Les forêts françaises continuent de s’étendre, mais leur capacité à absorber le CO₂ s’affaiblit nettement. Elles couvrent désormais 17,6 millions d’hectares en métropole et en Corse. Pourtant, sécheresses, canicules, maladies et mortalité des arbres ralentissent leur croissance. Ce paradoxe devient un enjeu majeur pour les objectifs climatiques français.
Selon l’Institut national de l’information géographique et forestière, la forêt gagne encore environ 90 000 hectares par an. Toutefois, la mortalité des arbres a augmenté de 125 % en dix ans. Le stock de bois continue donc de progresser, mais beaucoup moins rapidement qu’auparavant. Cette évolution réduit directement la quantité supplémentaire de carbone captée chaque année.
Le puits de carbone forestier perd de sa puissance
Une forêt constitue un puits de carbone lorsqu’elle absorbe davantage de CO₂ qu’elle n’en libère. Les arbres utilisent le carbone atmosphérique pour leur croissance. Une partie reste ensuite stockée dans le bois, tandis que les sols forestiers constituent également un immense réservoir.
Cependant, l’augmentation de la superficie forestière ne garantit pas une hausse équivalente de l’absorption. La santé, l’âge et la croissance des peuplements jouent un rôle déterminant. Ainsi, une forêt fragilisée peut continuer à occuper davantage de territoire tout en captant moins de carbone.
Les données de l’inventaire forestier illustrent ce ralentissement. La séquestration annuelle est passée d’environ 63 millions de tonnes de CO₂ à 39 millions en une dizaine d’années. En outre, la vitesse d’augmentation du stock de carbone a été divisée par deux sur la dernière décennie.
Sécheresses et canicules affaiblissent les forêts françaises
Le changement climatique constitue l’un des principaux facteurs de cette dégradation. Les sécheresses répétées limitent la croissance des arbres. Les fortes chaleurs augmentent également leur stress et peuvent favoriser leur dépérissement.
Par ailleurs, des peuplements affaiblis deviennent plus vulnérables aux parasites et aux maladies. Les surfaces touchées par des attaques biologiques ont progressé de 175 % depuis 2015. Les insectes, champignons et autres organismes pathogènes contribuent donc à dégrader davantage certains massifs.
La mortalité forestière confirme cette tendance. Elle atteignait 8,5 millions de mètres cubes par an entre 2005 et 2012. Elle est montée à 15,2 millions entre 2014 et 2022. Les données plus récentes de l’inventaire forestier l’évaluent à près de 17 millions de mètres cubes annuels.
Les incendies ajoutent une pression supplémentaire
Les incendies constituent un autre risque croissant. Lorsqu’une forêt brûle, une partie du carbone accumulé repart dans l’atmosphère. De plus, la disparition ou la dégradation des arbres réduit temporairement la capacité future d’absorption.
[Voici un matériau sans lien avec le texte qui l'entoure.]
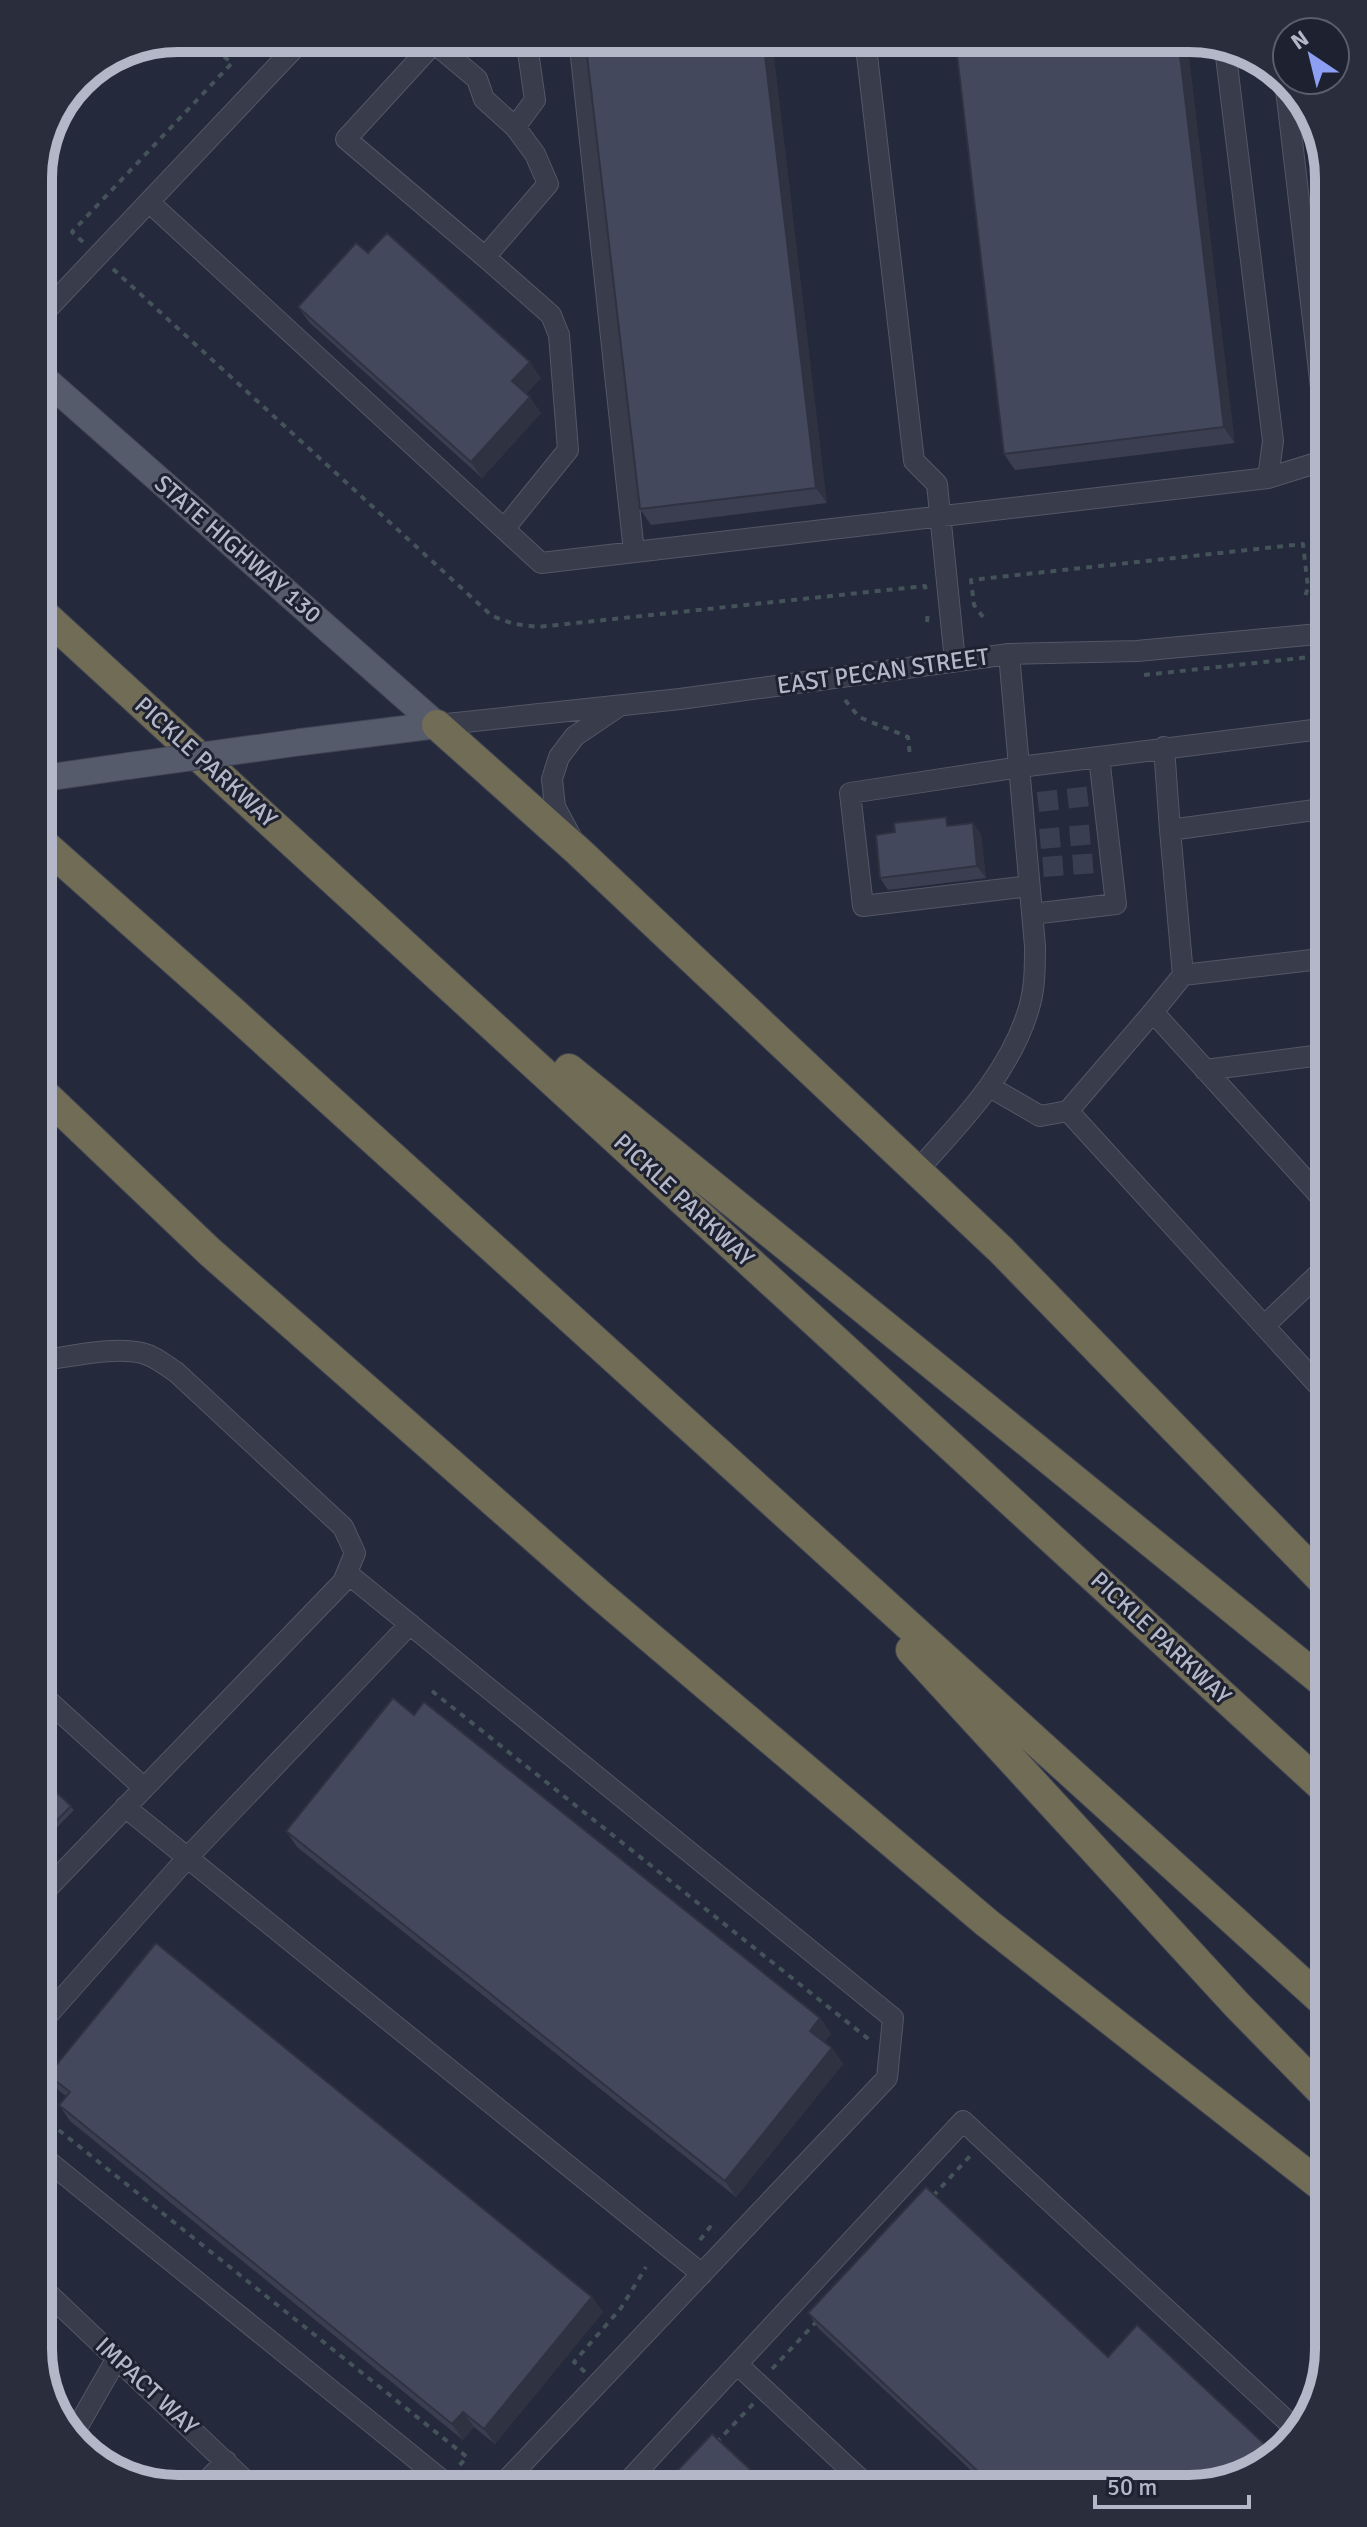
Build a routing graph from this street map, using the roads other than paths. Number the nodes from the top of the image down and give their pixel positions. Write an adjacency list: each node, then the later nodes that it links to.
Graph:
1 (291, 52): 10 (street)
2 (426, 52): 11 (street)
3 (445, 52): 9 (street)
4 (528, 52): 9 (street)
5 (580, 52): 19 (street)
6 (867, 52): 17 (street)
7 (1230, 60): 16 (street)
8 (1287, 99): 13 (street)
9 (515, 127): 11 (street)
10 (149, 202): 12 (street); 18 (street)
11 (485, 257): 18 (street)
12 (52, 304)
13 (1315, 337)
14 (52, 385): 25 (main road, STATE HIGHWAY 130)
15 (1315, 462): 16 (street)
16 (1268, 478): 17 (street)
17 (941, 516): 19 (street); 23 (street)
18 (504, 529): 19 (street)
19 (634, 552)
20 (52, 622): 36 (highway, PICKLE PARKWAY)
21 (1315, 634): 22 (street, EAST PECAN STREET)
22 (1009, 654): 23 (street, EAST PECAN STREET); 29 (street)
23 (955, 661): 24 (street, EAST PECAN STREET)
24 (621, 705): 25 (street, EAST PECAN STREET); 34 (street)
25 (437, 725): 30 (main road, bridge); 34 (highway)
26 (1315, 730): 27 (street)
27 (1164, 747): 28 (street); 32 (street)
28 (1099, 757): 29 (street); 37 (street)
29 (1020, 767): 35 (street); 35 (street)
30 (52, 777)
31 (1315, 810): 32 (street)
32 (1170, 830): 39 (street)
33 (52, 851): 52 (highway)
34 (578, 851): 46 (highway)
35 (1033, 874): 37 (street)
36 (331, 876): 56 (highway); 58 (highway, PICKLE PARKWAY)
37 (1032, 914): 43 (street)
38 (1315, 960): 39 (street)
39 (1183, 975): 40 (street)
40 (1153, 1012): 42 (street); 45 (street)
41 (1315, 1056): 42 (street)
42 (1205, 1070): 47 (street)
43 (990, 1087): 45 (street); 46 (street)
44 (52, 1101): 67 (highway)
45 (1068, 1111): 49 (street)
46 (917, 1171): 54 (highway)
47 (1315, 1191)
48 (1315, 1277): 49 (street)
49 (1264, 1326): 51 (street)
50 (52, 1359): 53 (street)
51 (1315, 1382)
52 (780, 1507): 63 (highway); 65 (highway)
53 (347, 1573): 55 (street); 59 (street)
54 (1315, 1573)
55 (410, 1624): 61 (street); 68 (street)
56 (1315, 1676)
57 (52, 1704): 59 (street)
58 (1315, 1780)
59 (144, 1788): 60 (street)
60 (125, 1807): 61 (street); 62 (street)
61 (188, 1857): 64 (street); 68 (street)
62 (52, 1883)
63 (1315, 1994)
64 (52, 2010)
65 (1315, 2085)
66 (52, 2164): 77 (street)
67 (1315, 2181)
68 (702, 2274): 78 (street)
69 (52, 2297): 70 (street, IMPACT WAY)
70 (117, 2358): 73 (street); 74 (street, IMPACT WAY)
71 (737, 2364): 72 (street); 79 (street); 80 (street)
72 (1290, 2424)
73 (78, 2426)
74 (226, 2461): 75 (street); 76 (street, IMPACT WAY)
75 (212, 2475)
76 (240, 2475)
77 (436, 2475)
78 (498, 2475)
79 (634, 2475)
80 (856, 2475)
Les conditions météorologiques favorables aux feux deviennent également plus fréquentes. Depuis 2015, sept années sur dix ont vu plus de la moitié du territoire exposée à de telles conditions. Néanmoins, les dispositifs de prévention et de lutte ont permis de réduire les surfaces brûlées sur le long terme.
Cette évolution montre pourquoi la seule superficie forestière constitue un indicateur insuffisant. La vitalité des arbres, leur renouvellement et leur résistance aux événements extrêmes comptent tout autant.
Le puits de carbone devient un enjeu pour les objectifs climatiques
Cette fragilisation complique la trajectoire française vers la neutralité carbone. Le secteur des terres et des forêts doit compenser une partie des émissions qui resteront difficiles à supprimer. Or, le puits de carbone national recule depuis 2013.
Le Haut Conseil pour le climat estime d’ailleurs que le puits forestier s’est fortement dégradé, notamment sous l’effet du changement climatique. Cette diminution signifie que les autres secteurs pourraient devoir réduire davantage leurs émissions pour respecter les objectifs nationaux.
Ainsi, augmenter la surface boisée ne suffira pas. L’adaptation des peuplements, leur renouvellement et la prévention des incendies deviennent essentielles. Enfin, la gestion forestière devra concilier stockage du carbone, biodiversité, production de bois et résistance à un climat plus chaud.